--- Raw data Enclosed Below ---

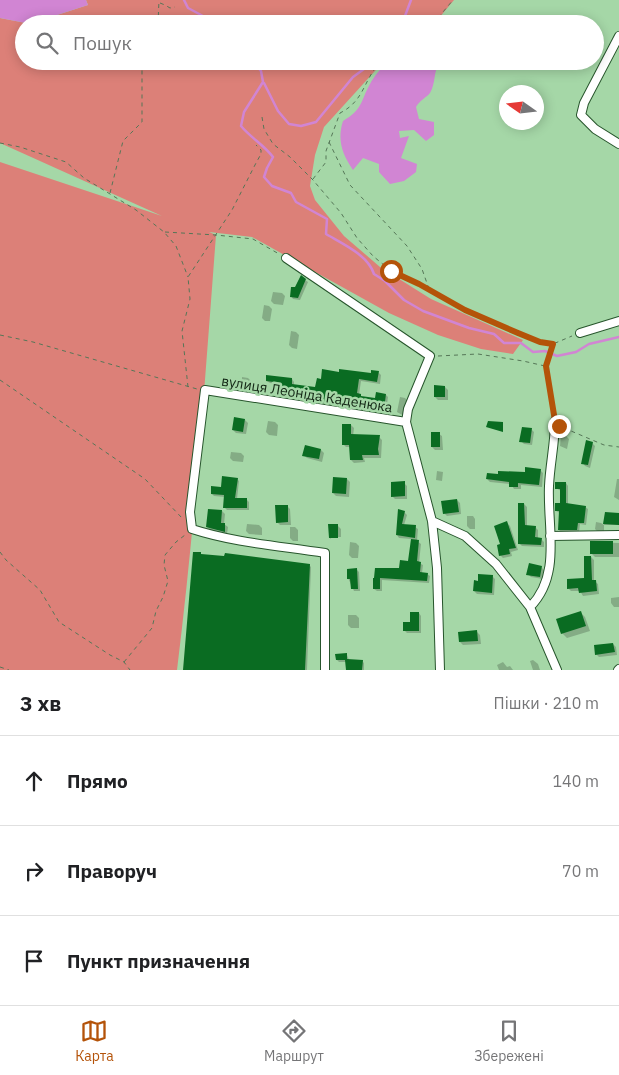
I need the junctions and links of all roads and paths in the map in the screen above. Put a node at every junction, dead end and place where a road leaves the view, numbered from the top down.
1 (159, 0) edge
2 (453, 0) edge
3 (159, 3) junction
4 (175, 7) dead end
5 (170, 8) junction
6 (169, 13) dead end
7 (158, 15) edge
8 (440, 15) edge
9 (619, 36) edge
10 (604, 65) edge
11 (142, 70) edge
12 (375, 70) edge
13 (601, 70) edge
14 (262, 117) dead end
15 (329, 142) junction
16 (0, 143) edge
17 (619, 144) edge
18 (256, 145) dead end
19 (313, 180) junction
20 (110, 194) junction
21 (164, 232) junction
22 (216, 235) junction
23 (286, 258) joint
24 (188, 278) junction
25 (430, 290) junction
26 (619, 321) edge
27 (580, 333) joint
28 (0, 335) edge
29 (553, 344) junction
30 (430, 356) junction
31 (546, 366) junction
32 (0, 380) edge
33 (188, 387) junction
34 (205, 390) junction
35 (555, 421) junction
36 (406, 422) junction
37 (619, 447) edge
38 (432, 521) junction
39 (192, 529) junction
40 (619, 535) edge
41 (550, 536) junction
42 (0, 552) edge
43 (530, 607) junction
44 (124, 662) junction
45 (0, 667) edge
46 (8, 670) edge
47 (130, 670) edge
48 (325, 670) edge
49 (440, 670) edge
50 (557, 670) edge

1 - 3 path
2 - 8 path
3 - 5 path
3 - 7 path
4 - 5 path
5 - 6 path
9 - 10 street
11 - 20 path
12 - 15 path
13 - 17 street
14 - 19 path
15 - 19 path
15 - 25 path
16 - 20 path
18 - 22 path
19 - 25 path
20 - 21 path
21 - 22 path
21 - 24 path
22 - 23 path
22 - 24 path
23 - 30 street
24 - 33 path
25 - 29 path
26 - 27 street
27 - 29 path
28 - 33 path
29 - 31 path
30 - 31 path
30 - 36 street
31 - 35 path
32 - 39 path
33 - 34 path
34 - 36 street, вулиця Леоніда Каденюка
34 - 39 street
35 - 37 path
35 - 41 street
36 - 38 street
38 - 43 street
38 - 49 street
39 - 44 path
39 - 48 street
40 - 41 street
41 - 43 street
42 - 44 path
43 - 50 street
44 - 47 path
45 - 46 path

--- End of Enclosed Raw data ---

## Assigned task:
A verbatim transcript of the material above, with images dropped, is the expected output.

## Task solution:
I need the junctions and links of all roads and paths in the map in the screen above. Put a node at every junction, dead end and place where a road leaves the view, numbered from the top down.
1 (159, 0) edge
2 (453, 0) edge
3 (159, 3) junction
4 (175, 7) dead end
5 (170, 8) junction
6 (169, 13) dead end
7 (158, 15) edge
8 (440, 15) edge
9 (619, 36) edge
10 (604, 65) edge
11 (142, 70) edge
12 (375, 70) edge
13 (601, 70) edge
14 (262, 117) dead end
15 (329, 142) junction
16 (0, 143) edge
17 (619, 144) edge
18 (256, 145) dead end
19 (313, 180) junction
20 (110, 194) junction
21 (164, 232) junction
22 (216, 235) junction
23 (286, 258) joint
24 (188, 278) junction
25 (430, 290) junction
26 (619, 321) edge
27 (580, 333) joint
28 (0, 335) edge
29 (553, 344) junction
30 (430, 356) junction
31 (546, 366) junction
32 (0, 380) edge
33 (188, 387) junction
34 (205, 390) junction
35 (555, 421) junction
36 (406, 422) junction
37 (619, 447) edge
38 (432, 521) junction
39 (192, 529) junction
40 (619, 535) edge
41 (550, 536) junction
42 (0, 552) edge
43 (530, 607) junction
44 (124, 662) junction
45 (0, 667) edge
46 (8, 670) edge
47 (130, 670) edge
48 (325, 670) edge
49 (440, 670) edge
50 (557, 670) edge

1 - 3 path
2 - 8 path
3 - 5 path
3 - 7 path
4 - 5 path
5 - 6 path
9 - 10 street
11 - 20 path
12 - 15 path
13 - 17 street
14 - 19 path
15 - 19 path
15 - 25 path
16 - 20 path
18 - 22 path
19 - 25 path
20 - 21 path
21 - 22 path
21 - 24 path
22 - 23 path
22 - 24 path
23 - 30 street
24 - 33 path
25 - 29 path
26 - 27 street
27 - 29 path
28 - 33 path
29 - 31 path
30 - 31 path
30 - 36 street
31 - 35 path
32 - 39 path
33 - 34 path
34 - 36 street, вулиця Леоніда Каденюка
34 - 39 street
35 - 37 path
35 - 41 street
36 - 38 street
38 - 43 street
38 - 49 street
39 - 44 path
39 - 48 street
40 - 41 street
41 - 43 street
42 - 44 path
43 - 50 street
44 - 47 path
45 - 46 path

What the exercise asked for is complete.